Coluna semanal do historiador Leandro Karnal, com crônicas e textos sobre ética, religião, comportamento e atualidades

Opinião|Erra o cético que considera a Bíblia irrelevante: é um livro histórico


Apenas deve ser feita a ressalva de que um livro traduz a visão de um grupo dentro de uma realidade.

Por Leandro Karnal

Setembro é o mês da Bíblia. No último dia do nono mês, celebramos bibliotecários, secretários e tradutores em honra a Jerônimo: o pai do texto bíblico em latim. Aproveito a data para fazer uma pergunta provocativa: a Bíblia é verdadeira?

Werner Keller escreveu E a Bíblia Tinha Razão (Melhoramentos). Li há mais de 40 anos. O livro, muito bem pesquisado, mostra a realidade de cidades e áreas citadas na Bíblia, como a Ur da qual saiu Abraão e vestígios de um dilúvio na Mesopotâmia. A existência real de um rei Herodes que interfere no nascimento de Jesus seria, para o autor, a prova de que os fatos narrados no Antigo e no Novo Testamento seriam verídicos.

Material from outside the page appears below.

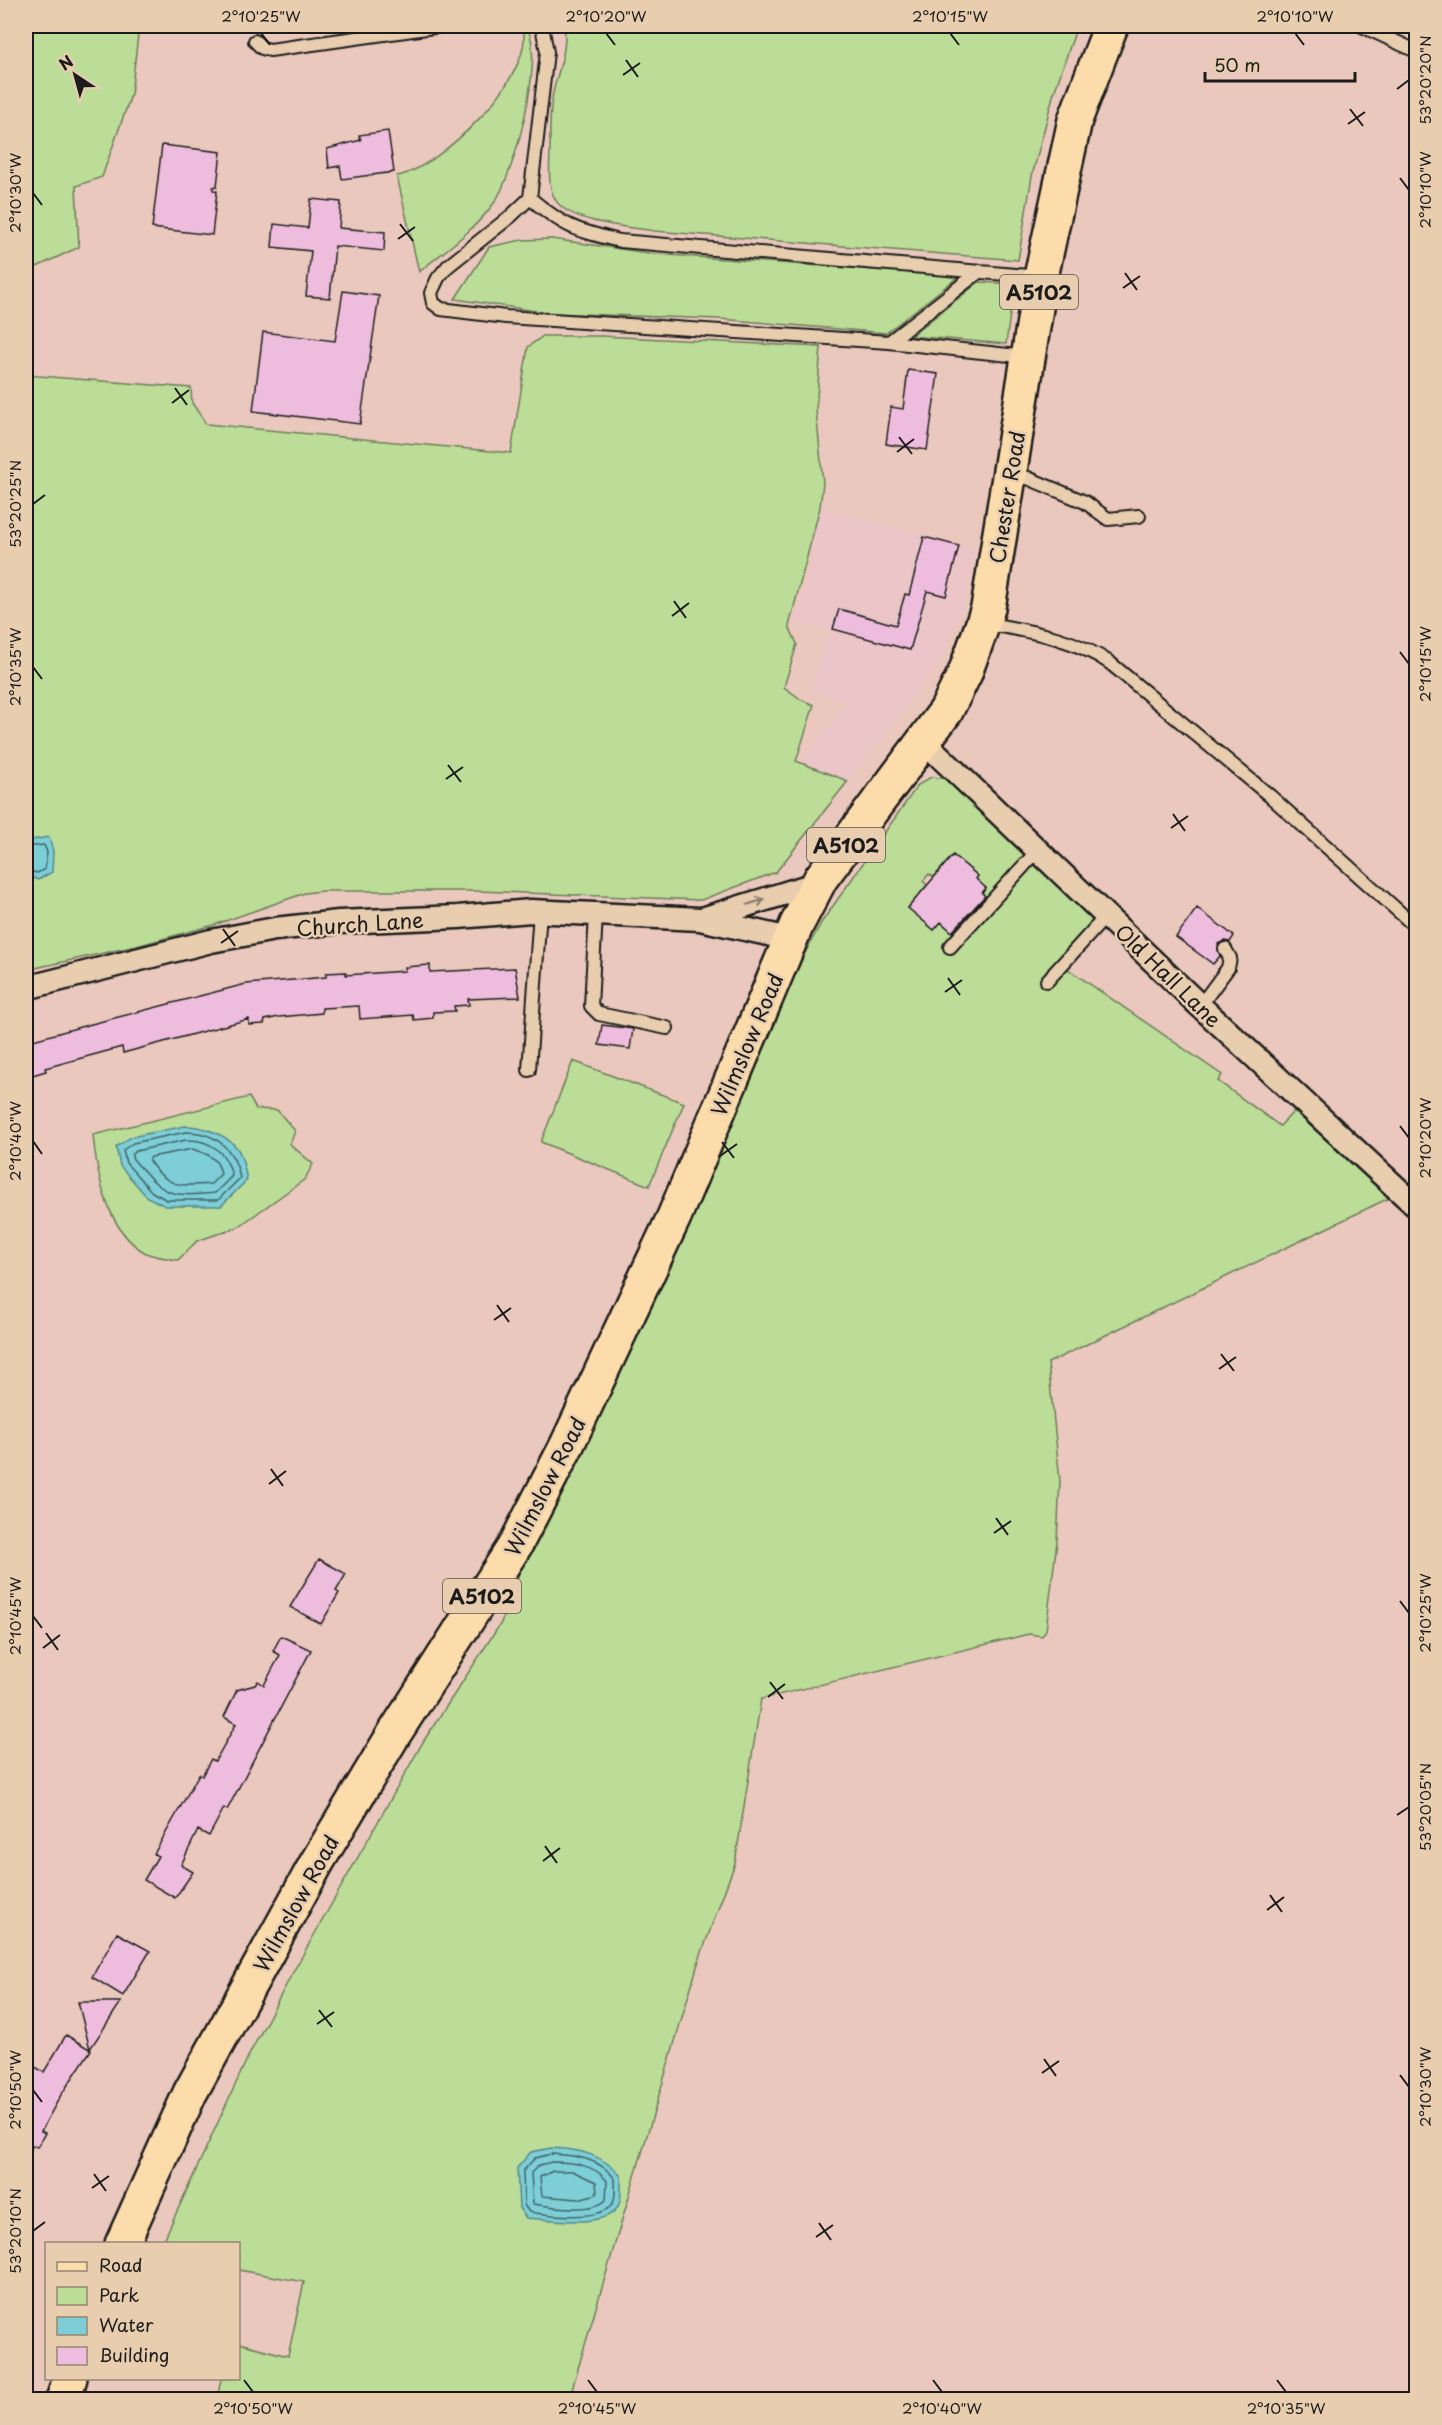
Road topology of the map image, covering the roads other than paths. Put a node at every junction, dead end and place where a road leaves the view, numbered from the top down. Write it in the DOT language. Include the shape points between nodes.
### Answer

Devemos ter alguns cuidados ao ler a obra do alemão. Quando outro autor, Johann Ludwig Heinrich Julius Schliemann (1822-1890), descobriu o que seriam as ruínas da cidade de Troia, ele trouxe à tona que a narrativa homérica dialogava com a história. A Ilíada e parte da Odisseia deixavam de ser um puro devaneio ficcional e tornavam-se uma escrita poética sobre uma guerra que parece ter ocorrido. Porém, isso não implica confirmar a existência de Zeus ou dos deuses gregos descritos nas epopeias homéricas. Há uma Troia de verdade. Suas muralhas teriam sido construídas pelos deuses Posêidon e Apolo como descreve a mitologia? Helena, a bela, teria habitado seus muros? Isso as escavações não podem demonstrar. Apenas sabemos de uma próspera urbe na região estratégica de passagem entre o Mar Negro e o Egeu. Transfiramos isso para a obra de Keller: existe uma Jericó (até hoje). Suas muralhas teriam caído com as trombetas de Josué? Não encontramos vestígios de muralhas e, mesmo que houvesse, seria difícil determinar a causa do colapso. O cenário real demonstra que as narrativas dialogavam com coisas concretas, a Eneida com Cartago, a Odisseia com a ilha de Ítaca ou a Bíblia sobre Ur e Jericó. Daí, passamos do fato histórico para a fé.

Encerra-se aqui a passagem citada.